Una vez rodeada casi la mitad del perímetro del lago, llegaron al sitio que tras la recomendaciones de Amalio, habían decidido que era el idóneo para tirar las cañas y probar suerte. Dispusieron el cebo en sus respectivos anzuelos y lanzaron los sedales hacia el centro de la superficie acuática en busca de los peces, para a la sazón convertirlos en pescados.

El día resultaba de lo más esplendido, soleado pero sin provocar un calor excesivo, lo típico de un día primaveral en la sierra de Madrid. Durante esos primeros instantes de concentración en el arte de la pesca, ambos se mantuvieron en silencio, como si de un ritual previamente pactado se tratase.

Los único sonidos perceptibles eran el trino de algún pájaro, y el monótono canto de los grillos que presagiaban la llegada del calor veraniego. Transcurridos unos minutos y sin que todavía ningún pez hubiese mordido el anzuelo, Juan decidió romper el silencio que se había establecido entre ellos y aprovechar el remanso de paz en el que se encontraban para conversar con su progenitor.

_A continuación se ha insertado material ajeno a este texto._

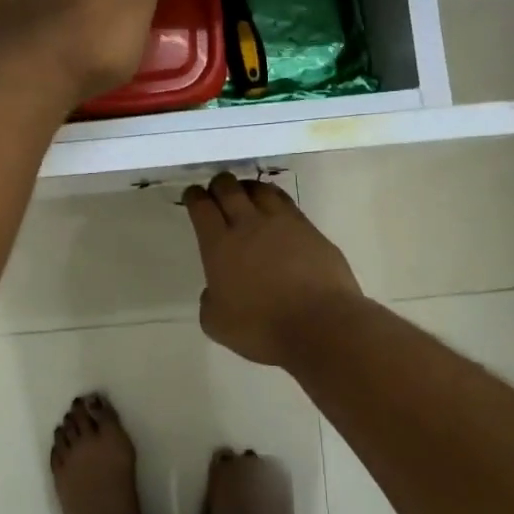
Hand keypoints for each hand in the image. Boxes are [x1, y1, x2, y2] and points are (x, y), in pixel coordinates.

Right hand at [184, 173, 363, 367]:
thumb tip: (215, 291)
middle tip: (216, 190)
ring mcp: (283, 223)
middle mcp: (248, 225)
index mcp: (219, 245)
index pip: (201, 207)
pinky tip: (275, 209)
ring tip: (246, 193)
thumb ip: (210, 301)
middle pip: (229, 189)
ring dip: (248, 187)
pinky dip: (275, 199)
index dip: (194, 197)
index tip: (192, 196)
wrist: (321, 324)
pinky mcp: (310, 229)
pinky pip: (287, 203)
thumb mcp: (217, 324)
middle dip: (219, 185)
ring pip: (260, 189)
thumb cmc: (263, 328)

– Padre, cuando venía a pescar con el abuelo me contaba siempre una historia, que con la inocencia de la niñez creí a pies juntillas, pero ahora con el paso de los años y después de todo lo que he leído en los libros de historia, me parece un tanto inverosímil.

El doctor Ibarra, tan absorto como estaba en el sedal de su caña, apenas percibió que su hijo le estaba hablando, por lo que este último tuvo que repetir lo mismo nuevamente.

– Y qué es lo que te contó el abuelo.

– Pues que Felipe II y los primeros frailes jerónimos vivieron en esta finca mientras se construía el monasterio y …

– Pues eso no tiene nada de inverosímil y además siendo historiador ya deberías haberlo comprobado – interrumpió Alejandro antes de que su hijo terminase.

– Eso ya lo sé, pero es que me dijo también que existe un túnel que comunica esta finca con el monasterio, aunque nunca me dijo donde se encuentra exactamente ese túnel. Y precisamente, la existencia de ese misterioso túnel es lo que me parece inverosímil.

– Bueno, es que eso mismo le contó a él su padre y a éste el suyo. Y así ha venido ocurriendo desde tiempo inmemorial, pasando de boca en boca, generación tras generación sin que sepamos si se trata de una historia real o simplemente de una leyenda.